(Extracted information Opens)

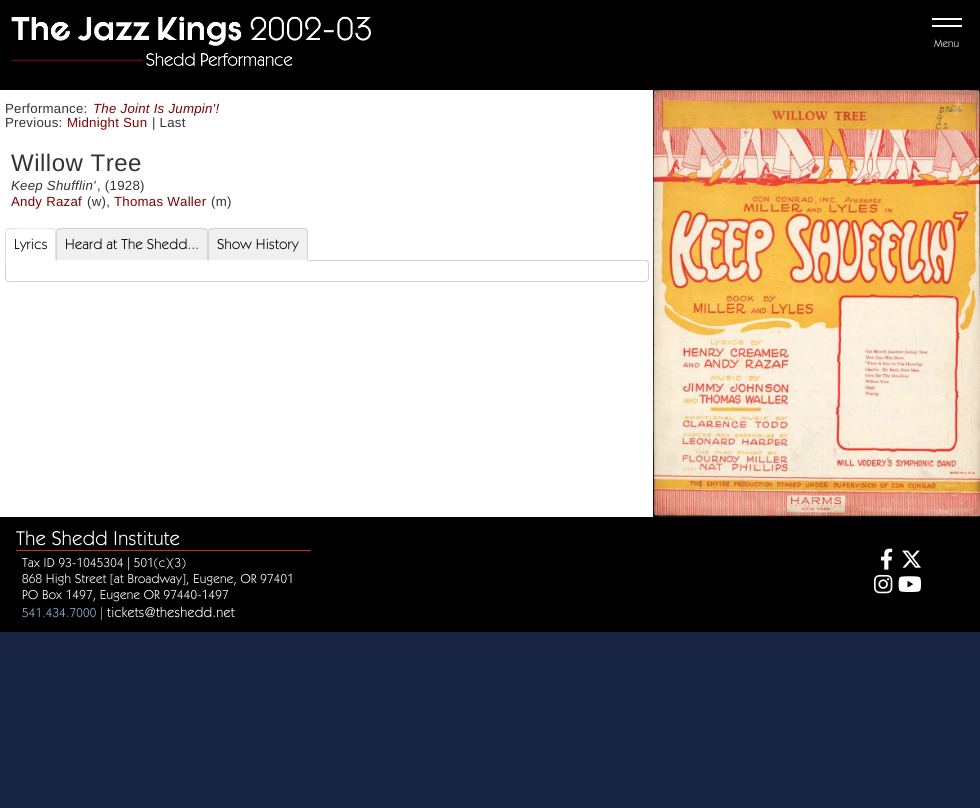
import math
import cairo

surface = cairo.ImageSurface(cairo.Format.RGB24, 980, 808)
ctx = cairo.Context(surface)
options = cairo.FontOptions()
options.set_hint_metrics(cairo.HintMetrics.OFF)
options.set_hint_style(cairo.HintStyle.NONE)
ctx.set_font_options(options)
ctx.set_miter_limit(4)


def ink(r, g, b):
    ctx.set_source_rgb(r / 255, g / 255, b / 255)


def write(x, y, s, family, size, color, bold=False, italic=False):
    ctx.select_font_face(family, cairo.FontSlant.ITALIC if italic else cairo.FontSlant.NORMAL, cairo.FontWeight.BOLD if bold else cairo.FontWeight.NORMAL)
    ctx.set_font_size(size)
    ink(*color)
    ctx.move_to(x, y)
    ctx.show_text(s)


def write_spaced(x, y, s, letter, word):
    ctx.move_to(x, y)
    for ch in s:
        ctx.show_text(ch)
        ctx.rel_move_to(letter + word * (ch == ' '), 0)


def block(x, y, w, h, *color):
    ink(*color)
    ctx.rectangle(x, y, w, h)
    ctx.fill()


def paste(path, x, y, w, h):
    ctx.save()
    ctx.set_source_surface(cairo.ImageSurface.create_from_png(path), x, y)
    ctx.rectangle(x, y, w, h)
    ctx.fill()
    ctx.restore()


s1 = dict(family="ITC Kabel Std", size=11, color=(230, 230, 230))

ink(24, 37, 67)
ctx.paint()
block(0, 0, 980, 90, 0, 0, 0)
paste("pic1.png", 11, 16, 360, 50)
block(932, 18, 30, 2, 255, 255, 255)
block(932, 25, 30, 2, 255, 255, 255)
write(934, 47, "Menu", **s1)
block(0, 90, 653, 427, 255, 255, 255)
ctx.select_font_face("Liberation Sans")
ctx.set_font_size(13.25)
ink(51, 51, 51)
write_spaced(5, 113, "Performance:", 0.25, 0)
ctx.select_font_face("Liberation Sans", cairo.FontSlant.ITALIC)
ink(128, 0, 0)
write_spaced(93, 113, "The Joint Is Jumpin'!", 0.25, 0)
ctx.select_font_face("Liberation Sans")
ink(51, 51, 51)
write_spaced(5, 127, "Previous:", 0.25, 0)
ink(128, 0, 0)
write_spaced(67, 127, "Midnight Sun", 0.25, 0)
ink(51, 51, 51)
write_spaced(152, 127, "| Last", 0.25, 0)
ctx.set_font_size(24)
write_spaced(11, 171, "Willow Tree", 0.5, 0)
ctx.select_font_face("Liberation Sans", cairo.FontSlant.ITALIC)
ctx.set_font_size(13.25)
write_spaced(11, 190, "Keep Shufflin'", 0.25, 0)
ctx.select_font_face("Liberation Sans")
write_spaced(97, 190, ", (1928)", 0.25, 0)
ink(128, 0, 0)
write_spaced(11, 206, "Andy Razaf", 0.25, 0)
ink(51, 51, 51)
write_spaced(87, 206, "(w),", 0.25, 0)
ink(128, 0, 0)
write_spaced(114, 206, "Thomas Waller", 0.25, 0)
ink(51, 51, 51)
write_spaced(211, 206, "(m)", 0.25, 0)
block(645, 260, 4, 1, 222, 226, 230)
ctx.new_path()
ctx.move_to(5.5, 260.5)
ctx.line_to(645, 260.5)
ctx.curve_to(647, 260.5, 648.5, 262, 648.5, 264)
ctx.line_to(648.5, 278)
ctx.curve_to(648.5, 280, 647, 281.5, 645, 281.5)
ctx.line_to(9, 281.5)
ctx.curve_to(7, 281.5, 5.5, 280, 5.5, 278)
ctx.close_path()
ink(211, 211, 211)
ctx.set_line_width(1)
ctx.stroke()
ink(255, 255, 255)
ctx.new_path()
ctx.move_to(9, 228)
ctx.line_to(52, 228)
ctx.curve_to(54, 228, 56, 230, 56, 232)
ctx.line_to(56, 261)
ctx.line_to(5, 261)
ctx.line_to(5, 232)
ctx.curve_to(5, 230, 7, 228, 9, 228)
ctx.close_path()
ctx.fill()
ink(222, 226, 230)
ctx.new_path()
ctx.move_to(9, 228)
ctx.line_to(6, 229)
ctx.line_to(7, 230)
ctx.curve_to(8, 228, 53, 228, 54, 230)
ctx.line_to(55, 229)
ctx.line_to(52, 228)
ctx.close_path()
ctx.fill()
ctx.new_path()
ctx.move_to(56, 261)
ctx.line_to(56, 232)
ctx.curve_to(56, 231, 55.5, 230, 55, 229)
ctx.line_to(54, 230)
ctx.curve_to(55, 230, 55, 231, 55, 232)
ctx.line_to(55, 260)
ctx.close_path()
ctx.fill()
ink(255, 255, 255)
ctx.new_path()
ctx.move_to(56, 261)
ctx.line_to(55, 260)
ctx.line_to(6, 260)
ctx.line_to(5, 261)
ctx.close_path()
ctx.fill()
ink(222, 226, 230)
ctx.new_path()
ctx.move_to(5, 261)
ctx.line_to(6, 260)
ctx.line_to(6, 232)
ctx.curve_to(6, 231, 6, 230, 7, 230)
ctx.line_to(6, 229)
ctx.curve_to(5.5, 230, 5, 231, 5, 232)
ctx.close_path()
ctx.fill()
ctx.select_font_face("ITC Kabel Std")
ctx.set_font_size(14.5)
ink(0, 0, 0)
write_spaced(14, 249, "Lyrics", 0.25, 0)
ink(240, 240, 240)
ctx.new_path()
ctx.move_to(60, 228)
ctx.line_to(204, 228)
ctx.curve_to(206, 228, 208, 230, 208, 232)
ctx.line_to(208, 261)
ctx.line_to(56, 261)
ctx.line_to(56, 232)
ctx.curve_to(56, 230, 58, 228, 60, 228)
ctx.close_path()
ctx.fill()
ink(211, 211, 211)
ctx.new_path()
ctx.move_to(60, 228)
ctx.line_to(57, 229)
ctx.line_to(58, 230)
ctx.line_to(60, 229)
ctx.line_to(204, 229)
ctx.line_to(206, 230)
ctx.line_to(207, 229)
ctx.line_to(204, 228)
ctx.close_path()
ctx.fill()
ctx.new_path()
ctx.move_to(208, 261)
ctx.line_to(208, 232)
ctx.curve_to(208, 231, 207.5, 230, 207, 229)
ctx.line_to(206, 230)
ctx.curve_to(207, 230, 207, 231, 207, 232)
ctx.line_to(207, 260)
ctx.close_path()
ctx.fill()
ink(255, 255, 255)
ctx.new_path()
ctx.move_to(208, 261)
ctx.line_to(207, 260)
ctx.line_to(57, 260)
ctx.line_to(56, 261)
ctx.close_path()
ctx.fill()
ink(211, 211, 211)
ctx.new_path()
ctx.move_to(56, 261)
ctx.line_to(57, 260)
ctx.line_to(57, 232)
ctx.curve_to(57, 231, 57, 230, 58, 230)
ctx.line_to(57, 229)
ctx.curve_to(56.5, 230, 56, 231, 56, 232)
ctx.close_path()
ctx.fill()
ink(0, 0, 0)
write_spaced(65, 249, "Heard at The Shedd...", 0.25, 0)
ink(240, 240, 240)
ctx.new_path()
ctx.move_to(212, 228)
ctx.line_to(304, 228)
ctx.curve_to(306, 228, 308, 230, 308, 232)
ctx.line_to(308, 261)
ctx.line_to(208, 261)
ctx.line_to(208, 232)
ctx.curve_to(208, 230, 210, 228, 212, 228)
ctx.close_path()
ctx.fill()
ink(211, 211, 211)
ctx.new_path()
ctx.move_to(212, 228)
ctx.line_to(209, 229)
ctx.line_to(210, 230)
ctx.line_to(212, 229)
ctx.line_to(304, 229)
ctx.line_to(306, 230)
ctx.line_to(307, 229)
ctx.line_to(304, 228)
ctx.close_path()
ctx.fill()
ctx.new_path()
ctx.move_to(308, 261)
ctx.line_to(308, 232)
ctx.curve_to(308, 231, 307.5, 230, 307, 229)
ctx.line_to(306, 230)
ctx.curve_to(307, 230, 307, 231, 307, 232)
ctx.line_to(307, 260)
ctx.close_path()
ctx.fill()
ink(255, 255, 255)
ctx.new_path()
ctx.move_to(308, 261)
ctx.line_to(307, 260)
ctx.line_to(209, 260)
ctx.line_to(208, 261)
ctx.close_path()
ctx.fill()
ink(211, 211, 211)
ctx.new_path()
ctx.move_to(208, 261)
ctx.line_to(209, 260)
ctx.line_to(209, 232)
ctx.curve_to(209, 231, 209, 230, 210, 230)
ctx.line_to(209, 229)
ctx.curve_to(208.5, 230, 208, 231, 208, 232)
ctx.close_path()
ctx.fill()
ink(0, 0, 0)
write_spaced(217, 249, "Show History", 0.25, 0)
paste("pic2.png", 653, 90, 327, 427)
block(0, 517, 980, 115, 0, 0, 0)
block(16, 550, 295, 1, 217, 38, 42)
ctx.set_font_size(20)
ink(255, 255, 255)
write_spaced(16, 545, "The Shedd Institute", 0.4, 0)
ctx.set_font_size(13)
write_spaced(22, 567, "Tax ID 93-1045304 | 501(c)(3)", 0.25, 0)
write_spaced(22, 583, "868 High Street [at Broadway], Eugene, OR 97401", 0.25, 0)
write_spaced(22, 599, "PO Box 1497, Eugene OR 97440-1497", 0.25, 0)
ink(142, 180, 211)
write_spaced(22, 617, "541.434.7000 |", 0.25, 0)
ctx.set_font_size(14)
ink(255, 255, 255)
write_spaced(107, 617, "tickets@theshedd.net", 0.25, 0)
paste("pic3.png", 880, 548, 13, 22)
paste("pic4.png", 902, 550, 19, 18)
paste("pic5.png", 874, 574, 19, 20)
paste("pic6.png", 898, 576, 23, 16)
surface.write_to_png("screenshot.png")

(Extracted information Closes)

Problem:
Across all the records above, how many lines hold the word "options"? Answer with only that number.

Solution for this exercise:
4